Exercise goal
Repeat every record exactly, but omit the images.

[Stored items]
#####

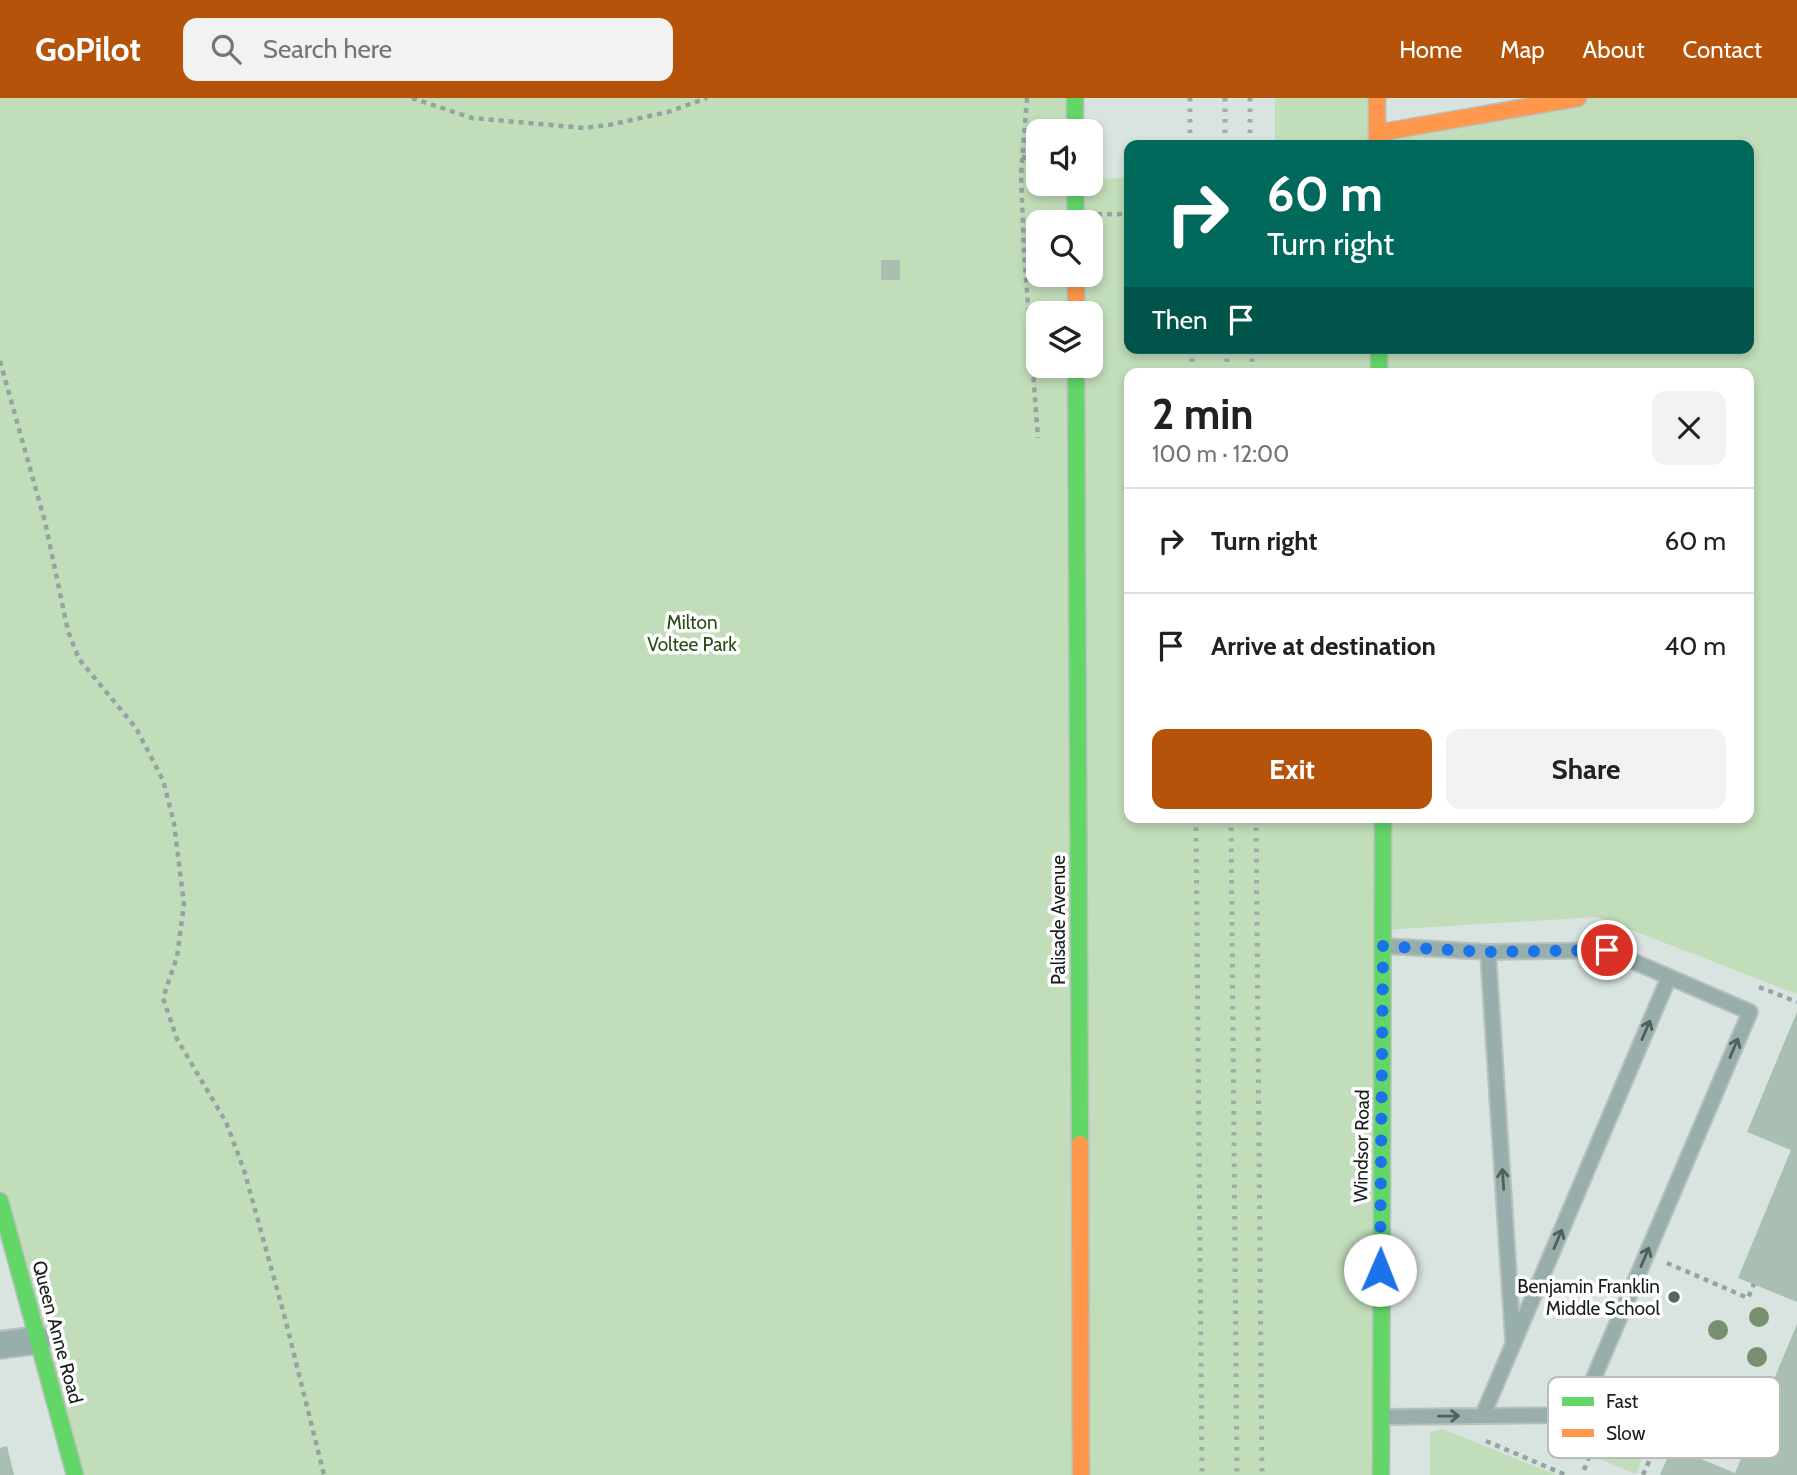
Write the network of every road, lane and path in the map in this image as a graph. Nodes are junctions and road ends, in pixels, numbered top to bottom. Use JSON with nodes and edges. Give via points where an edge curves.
{"nodes":[{"id":1,"x":412,"y":98,"type":"edge"},
{"id":2,"x":707,"y":98,"type":"edge"},
{"id":3,"x":1075,"y":98,"type":"edge"},
{"id":4,"x":1377,"y":98,"type":"edge"},
{"id":5,"x":1578,"y":98,"type":"edge"},
{"id":6,"x":1075,"y":119,"type":"edge"},
{"id":7,"x":1377,"y":139,"type":"edge"},
{"id":8,"x":1022,"y":157,"type":"dead end"},
{"id":9,"x":1026,"y":158,"type":"edge"},
{"id":10,"x":1103,"y":214,"type":"edge"},
{"id":11,"x":1124,"y":214,"type":"edge"},
{"id":12,"x":0,"y":361,"type":"edge"},
{"id":13,"x":1076,"y":378,"type":"edge"},
{"id":14,"x":1383,"y":823,"type":"edge"},
{"id":15,"x":1383,"y":946,"type":"junction"},
{"id":16,"x":1488,"y":952,"type":"junction"},
{"id":17,"x":1669,"y":977,"type":"junction"},
{"id":18,"x":0,"y":1201,"type":"edge"},
{"id":19,"x":1667,"y":1263,"type":"dead end"},
{"id":20,"x":1754,"y":1284,"type":"dead end"},
{"id":21,"x":38,"y":1340,"type":"junction"},
{"id":22,"x":0,"y":1345,"type":"edge"},
{"id":23,"x":1513,"y":1345,"type":"junction"},
{"id":24,"x":1594,"y":1377,"type":"edge"},
{"id":25,"x":1483,"y":1415,"type":"junction"},
{"id":26,"x":1548,"y":1415,"type":"edge"},
{"id":27,"x":1380,"y":1417,"type":"junction"},
{"id":28,"x":1650,"y":1458,"type":"edge"},
{"id":29,"x":75,"y":1475,"type":"edge"},
{"id":30,"x":324,"y":1475,"type":"edge"},
{"id":31,"x":1081,"y":1475,"type":"edge"},
{"id":32,"x":1381,"y":1475,"type":"edge"},
{"id":33,"x":1643,"y":1475,"type":"edge"}],
"edges":[{"from":1,"to":2,"type":"path","via":[[472,118],[584,128],[668,112]]},
{"from":3,"to":6,"type":"street"},
{"from":4,"to":7,"type":"street"},
{"from":5,"to":7,"type":"street"},
{"from":8,"to":9,"type":"path"},
{"from":10,"to":11,"type":"path","bridge":true},
{"from":12,"to":30,"type":"path","via":[[45,522],[68,631],[79,659],[136,728],[163,780],[174,823],[184,904],[177,957],[163,998],[177,1039],[226,1122],[244,1170]]},
{"from":13,"to":31,"type":"street","name":"Palisade Avenue"},
{"from":14,"to":15,"type":"street","name":"Windsor Road"},
{"from":15,"to":16,"type":"lane"},
{"from":15,"to":27,"type":"street","name":"Windsor Road"},
{"from":16,"to":17,"type":"lane","via":[[1607,950]]},
{"from":23,"to":16,"type":"lane","one_way":true},
{"from":23,"to":17,"type":"lane","one_way":true},
{"from":24,"to":17,"type":"lane","one_way":true,"via":[[1750,1012]]},
{"from":18,"to":21,"type":"street","name":"Queen Anne Road"},
{"from":19,"to":20,"type":"path","via":[[1748,1298]]},
{"from":21,"to":22,"type":"street"},
{"from":21,"to":29,"type":"street","name":"Queen Anne Road"},
{"from":23,"to":25,"type":"lane"},
{"from":25,"to":26,"type":"lane","one_way":true},
{"from":27,"to":25,"type":"lane","one_way":true},
{"from":27,"to":32,"type":"street","name":"Windsor Road"},
{"from":28,"to":33,"type":"path"}]}
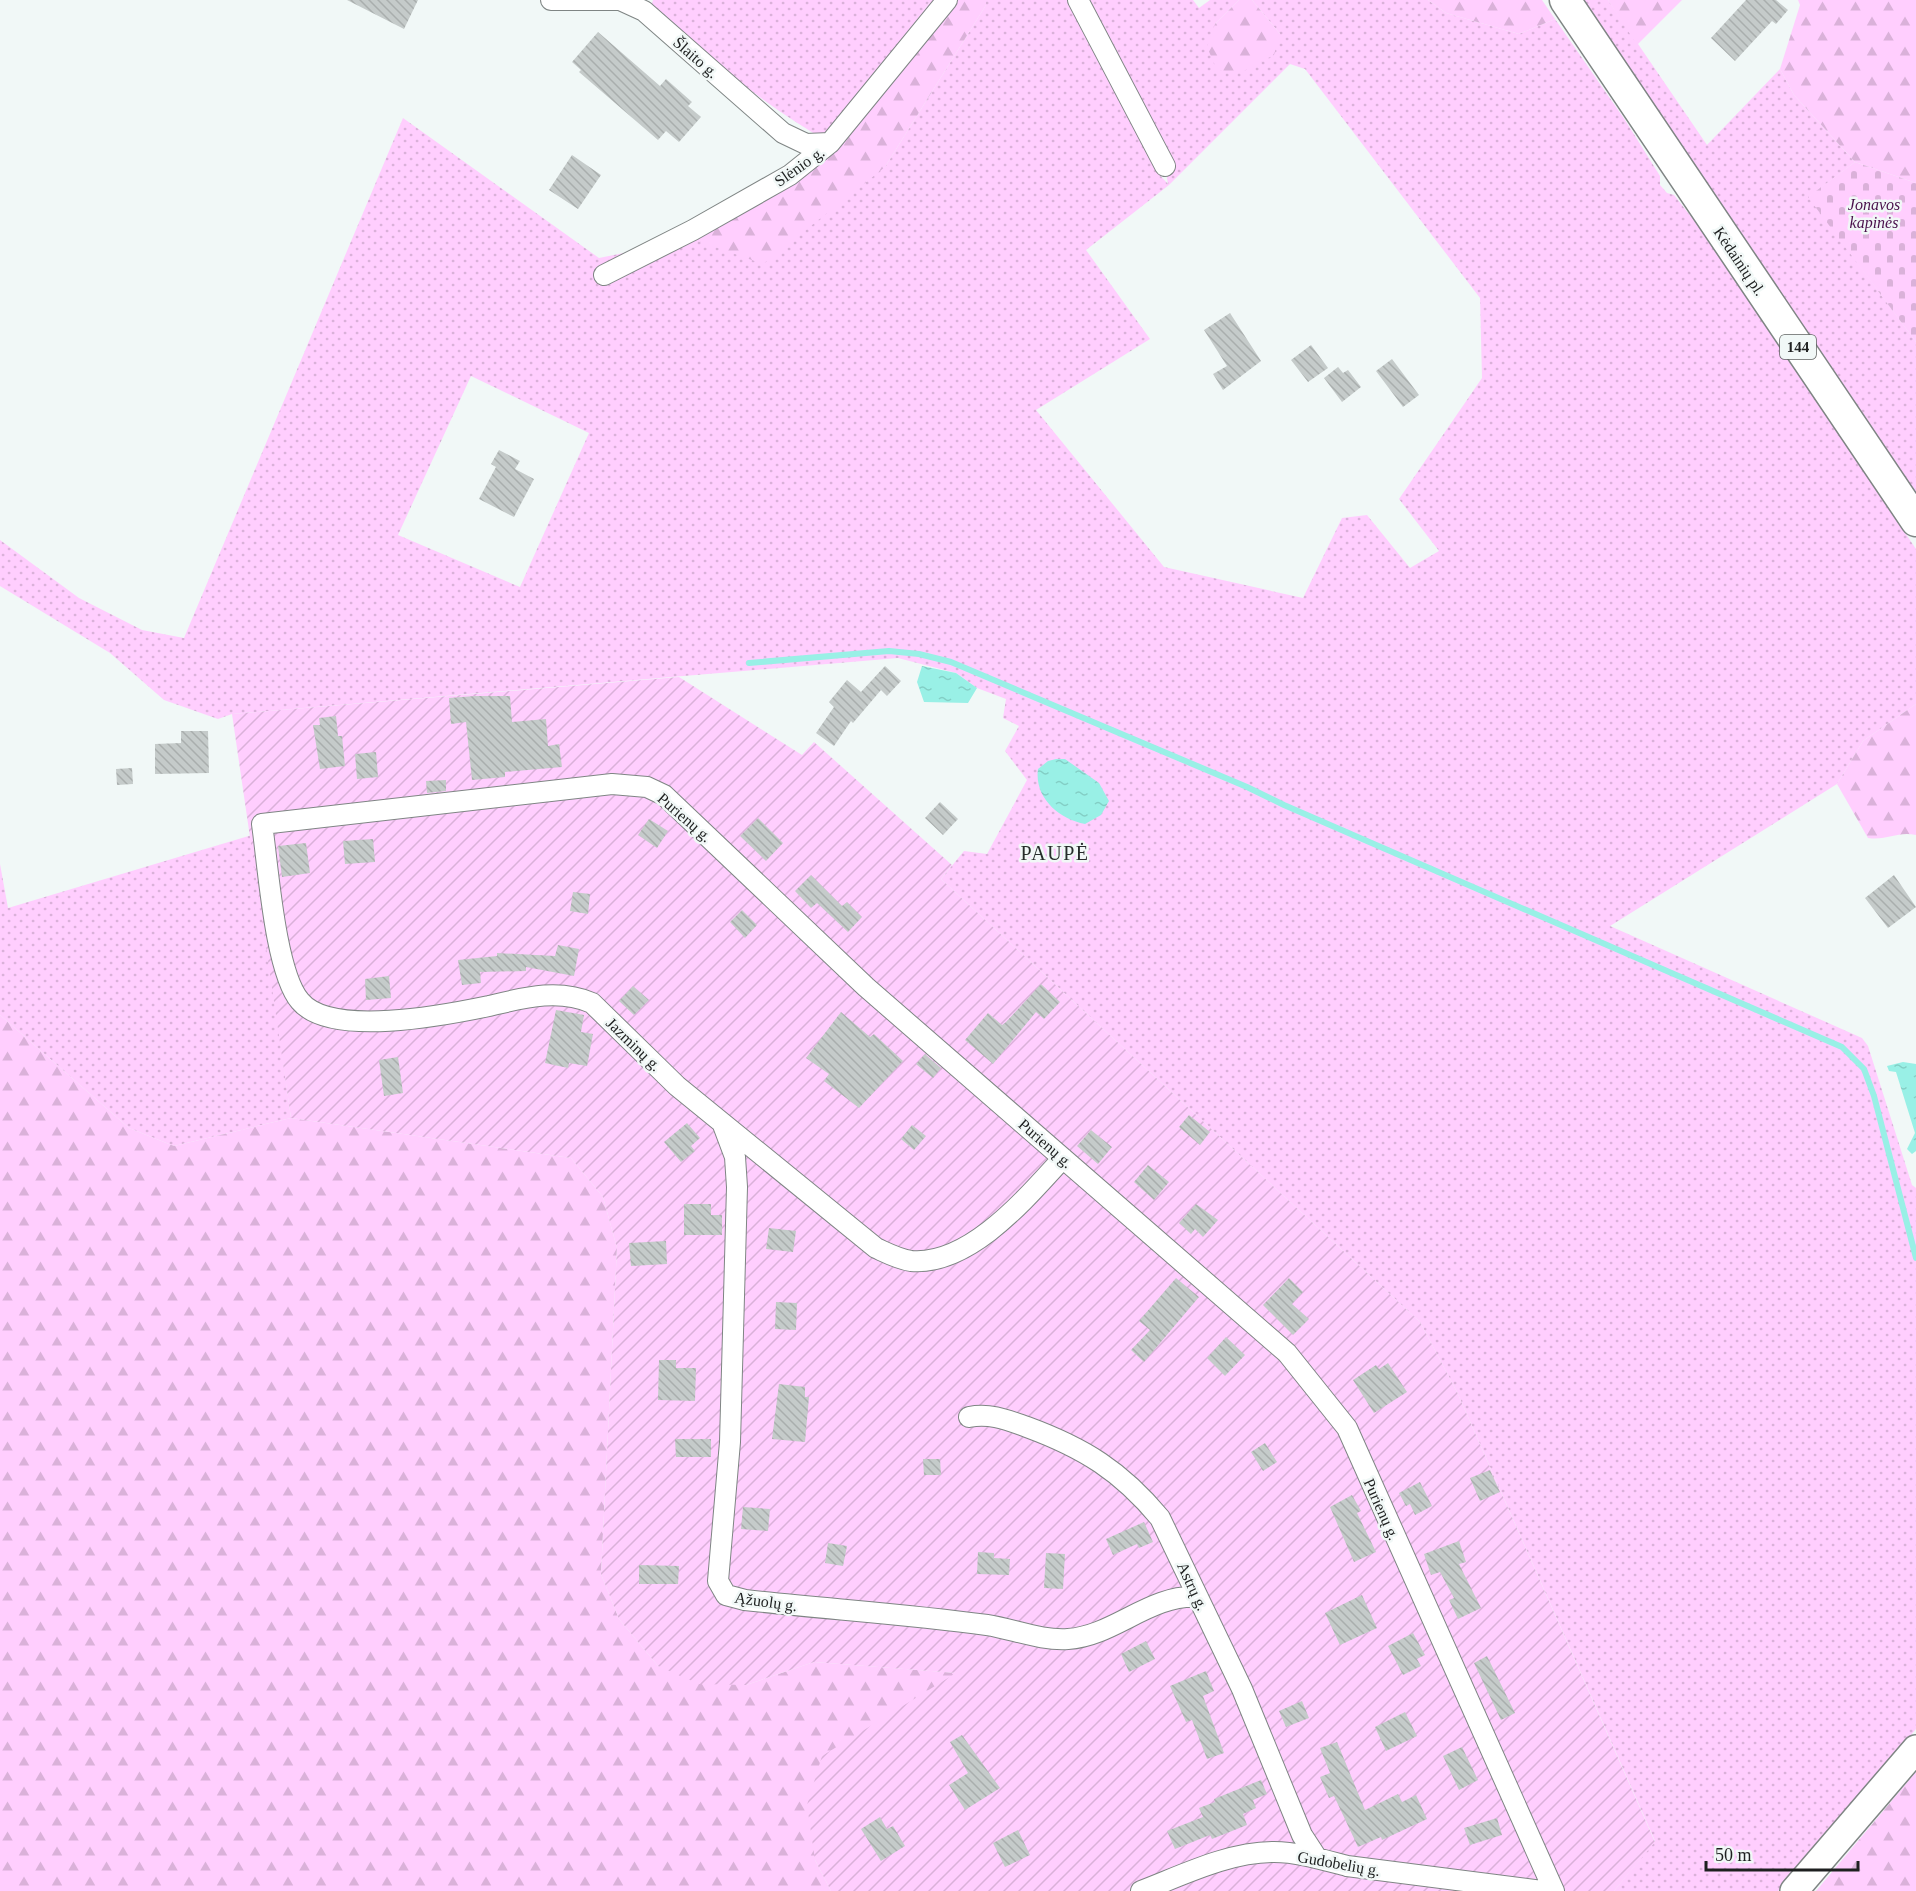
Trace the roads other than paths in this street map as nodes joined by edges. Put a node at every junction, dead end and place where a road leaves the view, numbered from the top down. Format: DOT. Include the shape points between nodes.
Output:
graph roads {
  1 [pos="551,0"];
  2 [pos="947,0"];
  3 [pos="1078,0"];
  4 [pos="1565,0"];
  5 [pos="830,143"];
  6 [pos="1165,166"];
  7 [pos="604,275"];
  8 [pos="1916,521"];
  9 [pos="262,824"];
  10 [pos="723,1125"];
  11 [pos="1063,1158"];
  12 [pos="969,1417"];
  13 [pos="1198,1597"];
  14 [pos="1916,1749"];
  15 [pos="1317,1858"];
  16 [pos="1141,1891"];
  17 [pos="1542,1891"];
  18 [pos="1554,1891"];
  19 [pos="1794,1891"];
  1 -- 5 [label="street, Šlaito g." via="620,0 644,11 783,133 806,144"];
  2 -- 5 [label="street, Slėnio g."];
  3 -- 6 [label="street"];
  4 -- 8 [label="main road, Kėdainių pl. / 144"];
  5 -- 7 [label="street, Slėnio g." via="790,175"];
  9 -- 10 [label="street, Jazminų g." via="282,958 299,1000 310,1011 324,1017 374,1022 465,1011 555,994 576,996 591,1003"];
  9 -- 11 [label="street, Purienų g." via="612,784 647,787 664,795 866,987"];
  10 -- 11 [label="street, Jazminų g." via="876,1248 910,1261 951,1253 1008,1218"];
  10 -- 13 [label="street, Ąžuolų g." via="735,1157 737,1187 730,1442 718,1581 726,1595 988,1625 1067,1639 1087,1636 1154,1605"];
  11 -- 18 [label="street, Purienų g." via="1287,1353 1347,1428"];
  12 -- 13 [label="street, Astrų g." via="997,1416 1090,1454 1146,1501 1160,1518"];
  13 -- 15 [label="street, Astrų g." via="1242,1689 1302,1835"];
  14 -- 19 [label="main road"];
  15 -- 16 [label="street, Gudobelių g." via="1275,1852 1246,1855"];
  15 -- 17 [label="street, Gudobelių g." via="1347,1866"];
}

#####

Written response
Write the network of every road, lane and path in the map in this image as a graph. Nodes are junctions and road ends, in pixels, numbered top to bottom. Use JSON with nodes and edges. Give via points where an edge curves.
{"nodes":[{"id":1,"x":412,"y":98,"type":"edge"},
{"id":2,"x":707,"y":98,"type":"edge"},
{"id":3,"x":1075,"y":98,"type":"edge"},
{"id":4,"x":1377,"y":98,"type":"edge"},
{"id":5,"x":1578,"y":98,"type":"edge"},
{"id":6,"x":1075,"y":119,"type":"edge"},
{"id":7,"x":1377,"y":139,"type":"edge"},
{"id":8,"x":1022,"y":157,"type":"dead end"},
{"id":9,"x":1026,"y":158,"type":"edge"},
{"id":10,"x":1103,"y":214,"type":"edge"},
{"id":11,"x":1124,"y":214,"type":"edge"},
{"id":12,"x":0,"y":361,"type":"edge"},
{"id":13,"x":1076,"y":378,"type":"edge"},
{"id":14,"x":1383,"y":823,"type":"edge"},
{"id":15,"x":1383,"y":946,"type":"junction"},
{"id":16,"x":1488,"y":952,"type":"junction"},
{"id":17,"x":1669,"y":977,"type":"junction"},
{"id":18,"x":0,"y":1201,"type":"edge"},
{"id":19,"x":1667,"y":1263,"type":"dead end"},
{"id":20,"x":1754,"y":1284,"type":"dead end"},
{"id":21,"x":38,"y":1340,"type":"junction"},
{"id":22,"x":0,"y":1345,"type":"edge"},
{"id":23,"x":1513,"y":1345,"type":"junction"},
{"id":24,"x":1594,"y":1377,"type":"edge"},
{"id":25,"x":1483,"y":1415,"type":"junction"},
{"id":26,"x":1548,"y":1415,"type":"edge"},
{"id":27,"x":1380,"y":1417,"type":"junction"},
{"id":28,"x":1650,"y":1458,"type":"edge"},
{"id":29,"x":75,"y":1475,"type":"edge"},
{"id":30,"x":324,"y":1475,"type":"edge"},
{"id":31,"x":1081,"y":1475,"type":"edge"},
{"id":32,"x":1381,"y":1475,"type":"edge"},
{"id":33,"x":1643,"y":1475,"type":"edge"}],
"edges":[{"from":1,"to":2,"type":"path","via":[[472,118],[584,128],[668,112]]},
{"from":3,"to":6,"type":"street"},
{"from":4,"to":7,"type":"street"},
{"from":5,"to":7,"type":"street"},
{"from":8,"to":9,"type":"path"},
{"from":10,"to":11,"type":"path","bridge":true},
{"from":12,"to":30,"type":"path","via":[[45,522],[68,631],[79,659],[136,728],[163,780],[174,823],[184,904],[177,957],[163,998],[177,1039],[226,1122],[244,1170]]},
{"from":13,"to":31,"type":"street","name":"Palisade Avenue"},
{"from":14,"to":15,"type":"street","name":"Windsor Road"},
{"from":15,"to":16,"type":"lane"},
{"from":15,"to":27,"type":"street","name":"Windsor Road"},
{"from":16,"to":17,"type":"lane","via":[[1607,950]]},
{"from":23,"to":16,"type":"lane","one_way":true},
{"from":23,"to":17,"type":"lane","one_way":true},
{"from":24,"to":17,"type":"lane","one_way":true,"via":[[1750,1012]]},
{"from":18,"to":21,"type":"street","name":"Queen Anne Road"},
{"from":19,"to":20,"type":"path","via":[[1748,1298]]},
{"from":21,"to":22,"type":"street"},
{"from":21,"to":29,"type":"street","name":"Queen Anne Road"},
{"from":23,"to":25,"type":"lane"},
{"from":25,"to":26,"type":"lane","one_way":true},
{"from":27,"to":25,"type":"lane","one_way":true},
{"from":27,"to":32,"type":"street","name":"Windsor Road"},
{"from":28,"to":33,"type":"path"}]}
Trace the roads other than paths in this street map as nodes joined by edges. Put a node at every junction, dead end and place where a road leaves the view, numbered from the top down. Format: DOT. Include the shape points between nodes.
Output:
graph roads {
  1 [pos="551,0"];
  2 [pos="947,0"];
  3 [pos="1078,0"];
  4 [pos="1565,0"];
  5 [pos="830,143"];
  6 [pos="1165,166"];
  7 [pos="604,275"];
  8 [pos="1916,521"];
  9 [pos="262,824"];
  10 [pos="723,1125"];
  11 [pos="1063,1158"];
  12 [pos="969,1417"];
  13 [pos="1198,1597"];
  14 [pos="1916,1749"];
  15 [pos="1317,1858"];
  16 [pos="1141,1891"];
  17 [pos="1542,1891"];
  18 [pos="1554,1891"];
  19 [pos="1794,1891"];
  1 -- 5 [label="street, Šlaito g." via="620,0 644,11 783,133 806,144"];
  2 -- 5 [label="street, Slėnio g."];
  3 -- 6 [label="street"];
  4 -- 8 [label="main road, Kėdainių pl. / 144"];
  5 -- 7 [label="street, Slėnio g." via="790,175"];
  9 -- 10 [label="street, Jazminų g." via="282,958 299,1000 310,1011 324,1017 374,1022 465,1011 555,994 576,996 591,1003"];
  9 -- 11 [label="street, Purienų g." via="612,784 647,787 664,795 866,987"];
  10 -- 11 [label="street, Jazminų g." via="876,1248 910,1261 951,1253 1008,1218"];
  10 -- 13 [label="street, Ąžuolų g." via="735,1157 737,1187 730,1442 718,1581 726,1595 988,1625 1067,1639 1087,1636 1154,1605"];
  11 -- 18 [label="street, Purienų g." via="1287,1353 1347,1428"];
  12 -- 13 [label="street, Astrų g." via="997,1416 1090,1454 1146,1501 1160,1518"];
  13 -- 15 [label="street, Astrų g." via="1242,1689 1302,1835"];
  14 -- 19 [label="main road"];
  15 -- 16 [label="street, Gudobelių g." via="1275,1852 1246,1855"];
  15 -- 17 [label="street, Gudobelių g." via="1347,1866"];
}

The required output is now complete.